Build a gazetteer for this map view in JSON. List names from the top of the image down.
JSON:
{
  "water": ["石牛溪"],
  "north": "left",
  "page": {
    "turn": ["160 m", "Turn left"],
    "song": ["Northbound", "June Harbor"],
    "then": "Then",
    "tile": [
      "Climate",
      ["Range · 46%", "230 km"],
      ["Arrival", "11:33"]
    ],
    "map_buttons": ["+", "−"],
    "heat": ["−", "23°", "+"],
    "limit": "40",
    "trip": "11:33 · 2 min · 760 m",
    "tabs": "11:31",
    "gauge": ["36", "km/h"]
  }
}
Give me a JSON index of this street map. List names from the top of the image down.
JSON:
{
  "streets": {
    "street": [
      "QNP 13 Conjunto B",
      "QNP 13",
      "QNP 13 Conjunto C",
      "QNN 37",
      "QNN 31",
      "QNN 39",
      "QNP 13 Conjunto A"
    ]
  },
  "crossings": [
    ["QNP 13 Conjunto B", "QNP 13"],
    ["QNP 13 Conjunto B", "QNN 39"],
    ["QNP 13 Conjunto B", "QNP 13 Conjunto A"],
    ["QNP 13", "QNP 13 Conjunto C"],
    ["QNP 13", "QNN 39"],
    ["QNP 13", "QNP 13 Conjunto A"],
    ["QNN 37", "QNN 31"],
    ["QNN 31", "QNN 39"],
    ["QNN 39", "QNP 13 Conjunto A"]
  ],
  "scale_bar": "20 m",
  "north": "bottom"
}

## WHAT YOU ARE ASKED TO DO
Could you repeat every record above exactly as it is written?

## ANSWER TO THE PROBLEM
Build a gazetteer for this map view in JSON. List names from the top of the image down.
JSON:
{
  "water": ["石牛溪"],
  "north": "left",
  "page": {
    "turn": ["160 m", "Turn left"],
    "song": ["Northbound", "June Harbor"],
    "then": "Then",
    "tile": [
      "Climate",
      ["Range · 46%", "230 km"],
      ["Arrival", "11:33"]
    ],
    "map_buttons": ["+", "−"],
    "heat": ["−", "23°", "+"],
    "limit": "40",
    "trip": "11:33 · 2 min · 760 m",
    "tabs": "11:31",
    "gauge": ["36", "km/h"]
  }
}
Give me a JSON index of this street map. List names from the top of the image down.
JSON:
{
  "streets": {
    "street": [
      "QNP 13 Conjunto B",
      "QNP 13",
      "QNP 13 Conjunto C",
      "QNN 37",
      "QNN 31",
      "QNN 39",
      "QNP 13 Conjunto A"
    ]
  },
  "crossings": [
    ["QNP 13 Conjunto B", "QNP 13"],
    ["QNP 13 Conjunto B", "QNN 39"],
    ["QNP 13 Conjunto B", "QNP 13 Conjunto A"],
    ["QNP 13", "QNP 13 Conjunto C"],
    ["QNP 13", "QNN 39"],
    ["QNP 13", "QNP 13 Conjunto A"],
    ["QNN 37", "QNN 31"],
    ["QNN 31", "QNN 39"],
    ["QNN 39", "QNP 13 Conjunto A"]
  ],
  "scale_bar": "20 m",
  "north": "bottom"
}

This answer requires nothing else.